Mountain in Washington (state), United States

White Mountain is a 7043 ft mountain located in the Glacier Peak Wilderness of the North Cascades in Washington state. The mountain is situated on the crest of the Cascade Range, on the shared border of Snohomish County and Chelan County, and also straddling the boundary between Mount Baker-Snoqualmie National Forest and Wenatchee National Forest. White Mountain is located 3.04 mi to the west-southwest of Kololo Peaks, and immediately north of White Pass. The Pacific Crest Trail traverses the south slope of the peak. Precipitation runoff from the peak drains into the White River, White Chuck River, and Sauk River. The mountain's name was suggested by The Mountaineers, and officially adopted in 1918 by the United States Board on Geographic Names.

==Geology==
The North Cascades feature some of the most rugged topography in the Cascade Range with craggy peaks, spires, ridges, and deep glacial valleys. Geological events occurring many years ago created the diverse topography and drastic elevation changes over the Cascade Range leading to the various climate differences.

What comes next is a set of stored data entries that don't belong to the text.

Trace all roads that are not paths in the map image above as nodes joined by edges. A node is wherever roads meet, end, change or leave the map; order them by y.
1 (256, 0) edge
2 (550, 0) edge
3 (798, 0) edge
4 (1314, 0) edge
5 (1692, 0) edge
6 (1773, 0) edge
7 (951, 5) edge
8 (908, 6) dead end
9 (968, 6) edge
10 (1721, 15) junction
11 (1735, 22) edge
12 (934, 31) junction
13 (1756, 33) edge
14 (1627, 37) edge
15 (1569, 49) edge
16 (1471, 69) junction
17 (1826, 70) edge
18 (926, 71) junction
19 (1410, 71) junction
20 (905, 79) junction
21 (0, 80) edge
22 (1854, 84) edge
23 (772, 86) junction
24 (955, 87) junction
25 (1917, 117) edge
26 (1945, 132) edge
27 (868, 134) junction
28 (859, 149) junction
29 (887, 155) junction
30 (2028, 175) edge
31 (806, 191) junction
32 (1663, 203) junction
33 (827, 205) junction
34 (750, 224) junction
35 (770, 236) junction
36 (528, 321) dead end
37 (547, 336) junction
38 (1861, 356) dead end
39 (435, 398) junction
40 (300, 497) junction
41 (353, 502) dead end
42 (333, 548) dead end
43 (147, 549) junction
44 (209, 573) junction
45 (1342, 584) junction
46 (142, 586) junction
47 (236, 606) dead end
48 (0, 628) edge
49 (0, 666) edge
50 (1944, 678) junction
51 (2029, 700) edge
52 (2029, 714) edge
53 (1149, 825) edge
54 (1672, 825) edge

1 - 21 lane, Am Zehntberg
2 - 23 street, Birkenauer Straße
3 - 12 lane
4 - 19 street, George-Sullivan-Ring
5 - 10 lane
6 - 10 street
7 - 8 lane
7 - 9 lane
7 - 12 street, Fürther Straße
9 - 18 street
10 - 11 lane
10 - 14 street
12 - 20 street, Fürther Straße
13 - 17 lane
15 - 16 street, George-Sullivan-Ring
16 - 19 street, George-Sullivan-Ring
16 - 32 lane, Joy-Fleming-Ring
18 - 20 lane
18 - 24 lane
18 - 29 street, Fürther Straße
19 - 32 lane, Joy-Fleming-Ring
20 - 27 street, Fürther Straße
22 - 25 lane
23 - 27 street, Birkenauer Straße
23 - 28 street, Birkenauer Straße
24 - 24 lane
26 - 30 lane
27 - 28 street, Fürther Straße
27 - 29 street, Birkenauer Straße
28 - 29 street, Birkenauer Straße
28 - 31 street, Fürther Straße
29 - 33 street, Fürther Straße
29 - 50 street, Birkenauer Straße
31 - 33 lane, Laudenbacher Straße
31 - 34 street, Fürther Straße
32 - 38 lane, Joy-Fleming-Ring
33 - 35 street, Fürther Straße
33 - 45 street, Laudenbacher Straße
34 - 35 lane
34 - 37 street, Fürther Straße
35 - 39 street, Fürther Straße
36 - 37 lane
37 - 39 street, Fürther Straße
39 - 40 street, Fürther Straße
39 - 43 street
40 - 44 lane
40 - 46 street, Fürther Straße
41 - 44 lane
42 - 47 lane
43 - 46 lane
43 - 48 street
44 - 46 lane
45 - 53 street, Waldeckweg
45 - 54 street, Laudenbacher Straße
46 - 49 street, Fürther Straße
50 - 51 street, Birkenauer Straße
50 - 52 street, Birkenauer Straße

The history of the formation of the Cascade Mountains dates back millions of years ago to the late Eocene Epoch. With the North American Plate overriding the Pacific Plate, episodes of volcanic igneous activity persisted. Glacier Peak, a stratovolcano that is 5.22 mi north-northeast of White Mountain, began forming in the mid-Pleistocene. Due to Glacier Peak's proximity to White Mountain, volcanic ash is common in the area and provides fertile soil for an abundance of wildflowers.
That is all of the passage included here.